** Opening THE DATA block **
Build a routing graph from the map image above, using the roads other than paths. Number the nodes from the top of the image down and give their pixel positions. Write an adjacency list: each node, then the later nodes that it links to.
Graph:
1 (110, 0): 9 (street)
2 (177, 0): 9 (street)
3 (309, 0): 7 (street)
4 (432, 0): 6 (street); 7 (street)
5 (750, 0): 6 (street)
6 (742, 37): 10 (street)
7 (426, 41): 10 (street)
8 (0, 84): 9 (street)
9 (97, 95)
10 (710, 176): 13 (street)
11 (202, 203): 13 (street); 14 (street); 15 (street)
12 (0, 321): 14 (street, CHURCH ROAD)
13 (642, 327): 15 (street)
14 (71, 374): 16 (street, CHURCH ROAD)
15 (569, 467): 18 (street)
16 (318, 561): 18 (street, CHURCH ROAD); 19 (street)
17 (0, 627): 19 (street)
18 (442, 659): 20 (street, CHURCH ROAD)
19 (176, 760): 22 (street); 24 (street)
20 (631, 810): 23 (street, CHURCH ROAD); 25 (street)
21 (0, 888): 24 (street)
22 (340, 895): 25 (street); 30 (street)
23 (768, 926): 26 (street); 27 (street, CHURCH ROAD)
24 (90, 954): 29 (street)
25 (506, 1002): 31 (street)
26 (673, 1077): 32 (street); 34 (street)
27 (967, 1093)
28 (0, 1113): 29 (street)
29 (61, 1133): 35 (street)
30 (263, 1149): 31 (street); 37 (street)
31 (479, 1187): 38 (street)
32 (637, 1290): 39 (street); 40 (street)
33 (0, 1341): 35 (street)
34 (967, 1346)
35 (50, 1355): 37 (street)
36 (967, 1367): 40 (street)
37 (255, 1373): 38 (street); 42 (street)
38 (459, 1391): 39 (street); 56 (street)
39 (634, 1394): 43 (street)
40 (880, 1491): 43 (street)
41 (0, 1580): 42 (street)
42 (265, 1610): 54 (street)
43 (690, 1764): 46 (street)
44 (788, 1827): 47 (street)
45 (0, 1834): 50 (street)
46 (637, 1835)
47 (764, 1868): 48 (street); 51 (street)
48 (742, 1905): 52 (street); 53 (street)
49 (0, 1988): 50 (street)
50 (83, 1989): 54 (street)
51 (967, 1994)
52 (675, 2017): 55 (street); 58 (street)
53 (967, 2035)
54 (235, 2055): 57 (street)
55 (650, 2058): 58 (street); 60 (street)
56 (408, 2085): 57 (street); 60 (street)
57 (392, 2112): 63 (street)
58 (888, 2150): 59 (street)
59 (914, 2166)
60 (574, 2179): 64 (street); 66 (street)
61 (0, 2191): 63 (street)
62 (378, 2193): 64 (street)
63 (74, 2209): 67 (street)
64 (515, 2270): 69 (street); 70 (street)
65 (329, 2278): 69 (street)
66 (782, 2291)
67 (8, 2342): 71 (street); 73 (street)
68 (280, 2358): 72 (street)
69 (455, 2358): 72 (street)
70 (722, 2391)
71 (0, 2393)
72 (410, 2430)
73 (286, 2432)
** Closing THE DATA block **
** Opening THE DATA block **
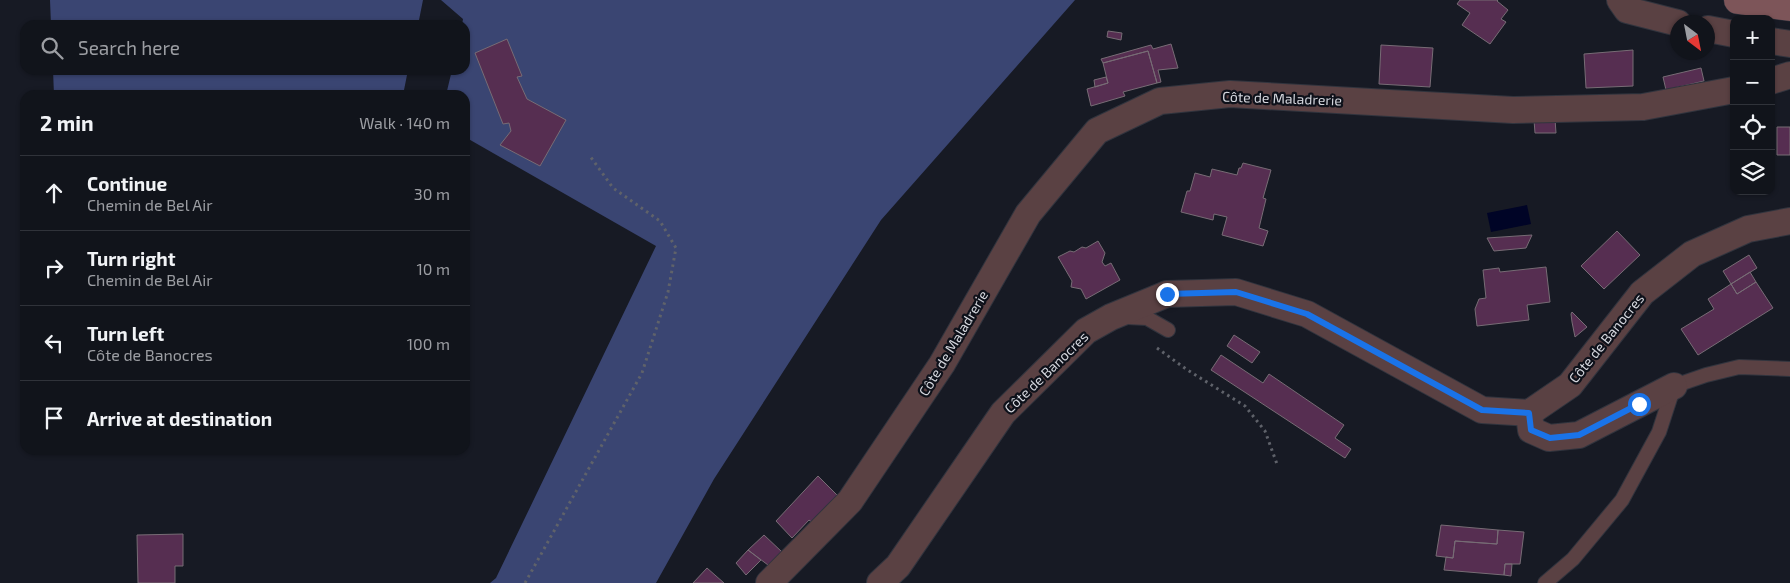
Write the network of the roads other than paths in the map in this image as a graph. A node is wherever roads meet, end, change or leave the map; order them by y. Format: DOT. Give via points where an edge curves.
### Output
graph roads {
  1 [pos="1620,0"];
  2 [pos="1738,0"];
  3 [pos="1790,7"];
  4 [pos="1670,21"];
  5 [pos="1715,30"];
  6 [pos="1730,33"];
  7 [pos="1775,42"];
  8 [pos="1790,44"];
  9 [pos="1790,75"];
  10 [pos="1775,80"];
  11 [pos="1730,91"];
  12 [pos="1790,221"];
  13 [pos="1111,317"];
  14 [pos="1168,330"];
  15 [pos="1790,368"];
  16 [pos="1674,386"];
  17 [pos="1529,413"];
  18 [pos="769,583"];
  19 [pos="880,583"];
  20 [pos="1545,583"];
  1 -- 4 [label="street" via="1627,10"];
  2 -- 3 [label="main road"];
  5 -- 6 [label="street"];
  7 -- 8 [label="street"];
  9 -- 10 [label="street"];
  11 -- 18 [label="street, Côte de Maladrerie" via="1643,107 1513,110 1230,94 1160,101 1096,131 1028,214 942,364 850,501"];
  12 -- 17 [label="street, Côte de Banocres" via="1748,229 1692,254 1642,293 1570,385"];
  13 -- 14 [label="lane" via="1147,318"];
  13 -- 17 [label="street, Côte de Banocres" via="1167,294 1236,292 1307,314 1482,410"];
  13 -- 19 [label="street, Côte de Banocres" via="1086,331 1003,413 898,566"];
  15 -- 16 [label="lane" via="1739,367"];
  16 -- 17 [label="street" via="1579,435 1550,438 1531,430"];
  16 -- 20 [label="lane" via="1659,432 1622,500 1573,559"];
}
** Closing THE DATA block **
### EXERCISE BRIEF
Please find every line in the records above that holds the word "Banocres" and copy it.

### OUTPUT OF THE TASK
  12 -- 17 [label="street, Côte de Banocres" via="1748,229 1692,254 1642,293 1570,385"];
  13 -- 17 [label="street, Côte de Banocres" via="1167,294 1236,292 1307,314 1482,410"];
  13 -- 19 [label="street, Côte de Banocres" via="1086,331 1003,413 898,566"];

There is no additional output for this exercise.